2026-01-16 · Engineering

OrcaVoice: Sub-100ms Voice Transcription

Built a low-latency voice interface that transcribes speech, chats with Kaitlin, and speaks responses back.

The Latency Problem

Started with WhisperLiveKit streaming - seemed like the right approach, but latency was seconds. Turns out the bottleneck wasn't the transcription itself, it was model loading overhead.
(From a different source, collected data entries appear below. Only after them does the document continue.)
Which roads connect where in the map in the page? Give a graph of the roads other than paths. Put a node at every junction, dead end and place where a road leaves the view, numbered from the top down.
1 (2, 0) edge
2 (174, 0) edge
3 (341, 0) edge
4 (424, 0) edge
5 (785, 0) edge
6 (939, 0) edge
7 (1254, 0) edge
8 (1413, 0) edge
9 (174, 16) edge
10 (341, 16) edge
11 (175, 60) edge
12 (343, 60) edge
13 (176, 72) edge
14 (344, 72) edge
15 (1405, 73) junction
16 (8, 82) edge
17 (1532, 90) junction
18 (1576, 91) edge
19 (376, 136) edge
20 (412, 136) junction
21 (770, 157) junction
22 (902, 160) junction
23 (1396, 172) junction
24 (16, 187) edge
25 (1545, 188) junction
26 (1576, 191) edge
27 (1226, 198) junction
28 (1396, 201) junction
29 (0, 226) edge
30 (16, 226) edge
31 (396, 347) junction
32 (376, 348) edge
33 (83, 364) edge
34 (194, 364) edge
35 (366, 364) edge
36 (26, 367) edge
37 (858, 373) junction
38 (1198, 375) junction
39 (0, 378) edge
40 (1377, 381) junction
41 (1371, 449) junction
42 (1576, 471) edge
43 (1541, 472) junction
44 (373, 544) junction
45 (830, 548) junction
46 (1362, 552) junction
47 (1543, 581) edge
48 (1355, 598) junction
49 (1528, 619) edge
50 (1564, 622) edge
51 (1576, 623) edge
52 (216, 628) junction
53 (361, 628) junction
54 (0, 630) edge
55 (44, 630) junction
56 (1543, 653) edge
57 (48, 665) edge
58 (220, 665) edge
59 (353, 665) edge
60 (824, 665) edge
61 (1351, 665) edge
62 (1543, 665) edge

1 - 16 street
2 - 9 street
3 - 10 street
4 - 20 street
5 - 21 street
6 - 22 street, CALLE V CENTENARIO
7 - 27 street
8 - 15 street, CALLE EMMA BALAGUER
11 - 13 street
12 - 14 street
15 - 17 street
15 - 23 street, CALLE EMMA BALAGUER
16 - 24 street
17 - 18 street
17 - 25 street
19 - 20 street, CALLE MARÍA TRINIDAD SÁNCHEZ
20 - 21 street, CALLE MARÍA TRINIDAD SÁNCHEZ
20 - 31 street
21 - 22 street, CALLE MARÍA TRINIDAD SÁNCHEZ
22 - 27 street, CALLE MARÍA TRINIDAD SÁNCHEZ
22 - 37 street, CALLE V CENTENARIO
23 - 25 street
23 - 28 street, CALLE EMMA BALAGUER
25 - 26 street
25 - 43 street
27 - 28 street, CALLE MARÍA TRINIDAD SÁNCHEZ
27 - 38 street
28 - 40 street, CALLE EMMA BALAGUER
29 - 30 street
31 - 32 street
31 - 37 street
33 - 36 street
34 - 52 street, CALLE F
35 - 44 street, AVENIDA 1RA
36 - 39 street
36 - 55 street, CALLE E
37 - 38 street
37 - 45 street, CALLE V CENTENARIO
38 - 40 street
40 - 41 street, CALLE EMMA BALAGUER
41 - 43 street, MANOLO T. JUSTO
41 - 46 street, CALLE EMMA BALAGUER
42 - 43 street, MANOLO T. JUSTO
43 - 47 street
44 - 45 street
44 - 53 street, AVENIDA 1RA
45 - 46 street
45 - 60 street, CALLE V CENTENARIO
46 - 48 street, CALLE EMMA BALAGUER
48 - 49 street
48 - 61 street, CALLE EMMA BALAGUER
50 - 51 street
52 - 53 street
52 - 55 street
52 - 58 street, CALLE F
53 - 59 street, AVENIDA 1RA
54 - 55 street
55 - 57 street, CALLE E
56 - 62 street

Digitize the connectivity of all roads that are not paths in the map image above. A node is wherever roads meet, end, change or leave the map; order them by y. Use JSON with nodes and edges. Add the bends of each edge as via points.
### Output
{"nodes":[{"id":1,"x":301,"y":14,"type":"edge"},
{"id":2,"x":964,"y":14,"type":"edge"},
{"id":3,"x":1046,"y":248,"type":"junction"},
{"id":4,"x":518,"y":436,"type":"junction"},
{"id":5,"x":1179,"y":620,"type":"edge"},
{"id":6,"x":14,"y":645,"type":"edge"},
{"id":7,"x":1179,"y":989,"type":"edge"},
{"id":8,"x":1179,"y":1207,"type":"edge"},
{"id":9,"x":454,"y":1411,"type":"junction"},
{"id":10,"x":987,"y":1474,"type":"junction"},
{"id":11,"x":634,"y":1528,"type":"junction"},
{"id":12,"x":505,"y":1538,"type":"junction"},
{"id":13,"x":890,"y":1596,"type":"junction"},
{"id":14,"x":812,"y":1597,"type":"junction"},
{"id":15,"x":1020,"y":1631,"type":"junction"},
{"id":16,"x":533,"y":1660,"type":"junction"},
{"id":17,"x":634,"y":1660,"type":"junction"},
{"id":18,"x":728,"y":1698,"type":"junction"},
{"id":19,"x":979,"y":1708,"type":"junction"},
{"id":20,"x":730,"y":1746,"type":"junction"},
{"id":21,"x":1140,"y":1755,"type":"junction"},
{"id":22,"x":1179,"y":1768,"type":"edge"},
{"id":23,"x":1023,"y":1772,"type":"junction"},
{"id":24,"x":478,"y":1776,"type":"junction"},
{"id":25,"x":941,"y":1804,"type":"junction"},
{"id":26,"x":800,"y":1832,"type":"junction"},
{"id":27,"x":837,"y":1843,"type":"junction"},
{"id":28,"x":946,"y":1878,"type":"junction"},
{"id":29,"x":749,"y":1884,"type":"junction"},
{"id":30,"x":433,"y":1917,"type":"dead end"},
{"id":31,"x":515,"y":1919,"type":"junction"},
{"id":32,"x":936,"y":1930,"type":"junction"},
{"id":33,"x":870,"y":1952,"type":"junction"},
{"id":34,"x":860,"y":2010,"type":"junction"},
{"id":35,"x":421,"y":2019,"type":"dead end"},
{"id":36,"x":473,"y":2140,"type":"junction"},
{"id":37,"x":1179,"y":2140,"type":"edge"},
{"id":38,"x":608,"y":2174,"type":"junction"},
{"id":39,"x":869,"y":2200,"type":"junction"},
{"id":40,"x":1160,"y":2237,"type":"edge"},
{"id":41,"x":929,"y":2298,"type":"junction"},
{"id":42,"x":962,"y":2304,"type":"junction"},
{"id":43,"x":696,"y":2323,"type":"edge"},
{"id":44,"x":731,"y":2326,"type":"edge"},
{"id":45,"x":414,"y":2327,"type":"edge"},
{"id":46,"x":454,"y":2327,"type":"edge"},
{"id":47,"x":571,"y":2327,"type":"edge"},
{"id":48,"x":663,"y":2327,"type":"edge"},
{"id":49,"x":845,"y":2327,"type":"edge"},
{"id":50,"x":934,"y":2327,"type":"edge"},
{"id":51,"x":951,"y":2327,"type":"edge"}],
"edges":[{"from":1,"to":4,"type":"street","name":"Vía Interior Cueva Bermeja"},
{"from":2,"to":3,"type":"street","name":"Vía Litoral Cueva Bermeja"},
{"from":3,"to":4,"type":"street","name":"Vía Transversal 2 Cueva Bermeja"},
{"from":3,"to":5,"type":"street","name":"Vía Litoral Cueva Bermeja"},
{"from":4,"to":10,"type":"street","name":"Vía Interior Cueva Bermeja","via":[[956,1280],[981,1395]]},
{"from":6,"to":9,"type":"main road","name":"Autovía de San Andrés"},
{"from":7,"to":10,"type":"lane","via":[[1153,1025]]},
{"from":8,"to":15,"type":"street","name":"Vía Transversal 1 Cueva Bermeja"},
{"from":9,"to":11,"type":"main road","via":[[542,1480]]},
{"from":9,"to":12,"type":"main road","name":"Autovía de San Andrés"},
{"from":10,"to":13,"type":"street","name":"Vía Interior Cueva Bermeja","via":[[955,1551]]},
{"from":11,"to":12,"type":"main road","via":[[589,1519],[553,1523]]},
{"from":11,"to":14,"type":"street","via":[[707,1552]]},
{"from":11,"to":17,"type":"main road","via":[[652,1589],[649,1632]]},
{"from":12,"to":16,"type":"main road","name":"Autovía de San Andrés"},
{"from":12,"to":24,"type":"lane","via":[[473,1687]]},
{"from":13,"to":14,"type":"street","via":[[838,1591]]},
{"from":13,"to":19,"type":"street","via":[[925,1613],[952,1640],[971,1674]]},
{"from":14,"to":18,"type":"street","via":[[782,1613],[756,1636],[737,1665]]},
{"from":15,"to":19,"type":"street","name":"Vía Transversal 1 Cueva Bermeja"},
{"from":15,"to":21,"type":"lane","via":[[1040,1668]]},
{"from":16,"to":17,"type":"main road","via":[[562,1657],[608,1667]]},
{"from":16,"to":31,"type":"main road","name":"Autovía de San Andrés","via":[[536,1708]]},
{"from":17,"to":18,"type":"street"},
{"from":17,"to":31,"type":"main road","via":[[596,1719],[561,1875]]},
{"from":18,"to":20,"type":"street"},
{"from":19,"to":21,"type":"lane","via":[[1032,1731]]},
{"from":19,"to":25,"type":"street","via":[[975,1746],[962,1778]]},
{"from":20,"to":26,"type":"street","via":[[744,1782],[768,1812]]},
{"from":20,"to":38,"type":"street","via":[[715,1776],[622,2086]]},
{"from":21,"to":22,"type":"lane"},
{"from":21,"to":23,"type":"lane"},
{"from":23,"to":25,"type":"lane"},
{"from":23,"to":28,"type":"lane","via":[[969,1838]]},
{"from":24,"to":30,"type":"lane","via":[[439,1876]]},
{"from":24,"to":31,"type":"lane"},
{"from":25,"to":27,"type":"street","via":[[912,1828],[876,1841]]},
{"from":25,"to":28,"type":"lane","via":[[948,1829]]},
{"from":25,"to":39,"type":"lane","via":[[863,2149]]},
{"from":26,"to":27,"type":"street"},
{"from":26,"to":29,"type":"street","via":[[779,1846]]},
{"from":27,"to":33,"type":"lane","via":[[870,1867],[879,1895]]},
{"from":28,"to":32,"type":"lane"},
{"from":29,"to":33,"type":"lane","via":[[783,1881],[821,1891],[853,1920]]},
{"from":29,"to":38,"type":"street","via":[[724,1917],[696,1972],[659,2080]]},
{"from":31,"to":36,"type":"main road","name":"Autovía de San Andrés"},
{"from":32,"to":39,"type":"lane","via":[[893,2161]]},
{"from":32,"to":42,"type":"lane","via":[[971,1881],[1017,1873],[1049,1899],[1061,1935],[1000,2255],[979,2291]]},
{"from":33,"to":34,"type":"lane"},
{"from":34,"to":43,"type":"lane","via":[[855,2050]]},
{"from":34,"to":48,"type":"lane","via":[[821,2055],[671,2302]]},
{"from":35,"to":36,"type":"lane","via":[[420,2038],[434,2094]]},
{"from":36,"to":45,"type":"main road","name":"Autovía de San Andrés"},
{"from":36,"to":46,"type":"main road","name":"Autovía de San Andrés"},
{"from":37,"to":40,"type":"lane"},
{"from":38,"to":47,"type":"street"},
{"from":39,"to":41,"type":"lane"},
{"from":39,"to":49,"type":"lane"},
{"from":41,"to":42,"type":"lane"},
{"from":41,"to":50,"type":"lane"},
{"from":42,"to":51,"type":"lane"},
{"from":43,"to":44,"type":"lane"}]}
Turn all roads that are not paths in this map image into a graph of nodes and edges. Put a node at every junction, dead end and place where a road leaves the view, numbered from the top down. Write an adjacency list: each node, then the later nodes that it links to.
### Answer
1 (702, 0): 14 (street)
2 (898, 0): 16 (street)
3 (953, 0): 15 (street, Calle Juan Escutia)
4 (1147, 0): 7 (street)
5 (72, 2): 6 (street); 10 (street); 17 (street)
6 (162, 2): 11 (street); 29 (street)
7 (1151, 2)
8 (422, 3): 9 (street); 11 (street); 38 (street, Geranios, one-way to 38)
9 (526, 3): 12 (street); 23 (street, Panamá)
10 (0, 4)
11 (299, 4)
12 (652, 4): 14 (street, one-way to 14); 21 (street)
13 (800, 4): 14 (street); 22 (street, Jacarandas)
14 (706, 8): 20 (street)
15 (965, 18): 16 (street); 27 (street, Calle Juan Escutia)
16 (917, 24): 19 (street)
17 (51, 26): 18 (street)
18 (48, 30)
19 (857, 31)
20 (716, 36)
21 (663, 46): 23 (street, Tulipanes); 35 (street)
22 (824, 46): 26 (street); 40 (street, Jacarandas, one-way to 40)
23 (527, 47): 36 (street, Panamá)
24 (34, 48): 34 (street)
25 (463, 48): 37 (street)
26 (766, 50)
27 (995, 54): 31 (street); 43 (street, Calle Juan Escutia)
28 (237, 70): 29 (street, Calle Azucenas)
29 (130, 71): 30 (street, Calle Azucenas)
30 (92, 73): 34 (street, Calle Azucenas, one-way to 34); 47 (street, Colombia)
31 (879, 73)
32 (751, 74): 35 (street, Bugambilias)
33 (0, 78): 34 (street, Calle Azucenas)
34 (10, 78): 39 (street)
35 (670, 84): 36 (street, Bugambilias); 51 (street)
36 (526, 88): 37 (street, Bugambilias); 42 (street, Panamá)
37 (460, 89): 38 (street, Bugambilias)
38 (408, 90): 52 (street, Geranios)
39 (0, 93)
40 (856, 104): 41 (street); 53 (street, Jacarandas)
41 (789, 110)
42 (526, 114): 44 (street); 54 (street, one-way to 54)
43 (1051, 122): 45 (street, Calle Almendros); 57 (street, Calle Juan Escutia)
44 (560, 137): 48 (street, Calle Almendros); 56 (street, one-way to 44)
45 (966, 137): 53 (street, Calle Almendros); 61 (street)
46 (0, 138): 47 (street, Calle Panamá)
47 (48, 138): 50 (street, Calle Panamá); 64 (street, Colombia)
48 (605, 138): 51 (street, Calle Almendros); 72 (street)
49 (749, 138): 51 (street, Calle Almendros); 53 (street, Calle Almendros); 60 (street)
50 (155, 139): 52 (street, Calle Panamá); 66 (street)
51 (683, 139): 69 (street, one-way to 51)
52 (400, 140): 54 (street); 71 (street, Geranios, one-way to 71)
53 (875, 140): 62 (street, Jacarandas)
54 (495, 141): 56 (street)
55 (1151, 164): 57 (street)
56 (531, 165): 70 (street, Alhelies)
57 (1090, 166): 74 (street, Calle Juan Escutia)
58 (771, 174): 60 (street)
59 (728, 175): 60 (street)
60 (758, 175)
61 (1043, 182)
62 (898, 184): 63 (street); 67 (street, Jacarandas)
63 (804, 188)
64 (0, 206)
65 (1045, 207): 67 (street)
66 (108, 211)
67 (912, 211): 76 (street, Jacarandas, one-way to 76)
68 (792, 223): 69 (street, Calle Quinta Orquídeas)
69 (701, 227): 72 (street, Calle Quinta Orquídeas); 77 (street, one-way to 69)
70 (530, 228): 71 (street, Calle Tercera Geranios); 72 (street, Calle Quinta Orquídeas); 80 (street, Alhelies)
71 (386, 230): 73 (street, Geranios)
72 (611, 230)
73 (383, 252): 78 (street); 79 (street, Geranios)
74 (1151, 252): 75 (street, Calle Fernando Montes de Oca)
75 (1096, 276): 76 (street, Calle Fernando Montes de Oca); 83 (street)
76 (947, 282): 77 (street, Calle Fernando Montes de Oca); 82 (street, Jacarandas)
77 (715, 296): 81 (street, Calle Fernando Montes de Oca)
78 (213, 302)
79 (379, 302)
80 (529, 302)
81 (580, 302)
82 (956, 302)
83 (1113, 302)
The discovery: whisper.cpp server with model pre-loaded: ~90ms. Same audio through mlx_whisper CLI: 1.2 seconds.

Architecture

Mic → PortAudio → Resample (16kHz) → VAD → Buffer → whisper.cpp HTTP → Orca → Chatterbox TTS → Speaker

Energy-Based VAD

Simple RMS-based voice activity detection with tuned thresholds:

Speech start: RMS > 15000 (with 14.4x input gain)
Speech end: RMS < 8000 for 375ms
Debounce: Require 2 consecutive frames above threshold to start
Minimum speech: 200ms to transcribe (filters clicks/bumps)

The Stack

WhisperHTTP - POSTs PCM→WAV to whisper.cpp server
OrcaClient - Sends transcription to /api/voice/chat, gets Kaitlin's response
TTSClient - Chatterbox at 10.1.2.30:8005 for speech synthesis
MQTT - Publishes events to orcavoice/# for Home Assistant integration

Code Highlights

VAD processing is dead simple - just RMS calculation:

defp calculate_rms(pcm_data) do
  samples = for <<sample::signed-little-16 <- pcm_data>>, do: sample
  sum_squares = Enum.reduce(samples, 0, fn s, acc -> acc + s * s end)
  :math.sqrt(sum_squares / length(samples)) |> trunc()
end

Parenthetical sounds like (clap) and [BLANK_AUDIO] are filtered out before sending to the LLM.

Results

End-to-end from speech end to transcription ready: ~100-150ms. The model being pre-loaded in whisper.cpp makes all the difference.

Next: barge-in detection to interrupt Kaitlin mid-sentence when I start talking.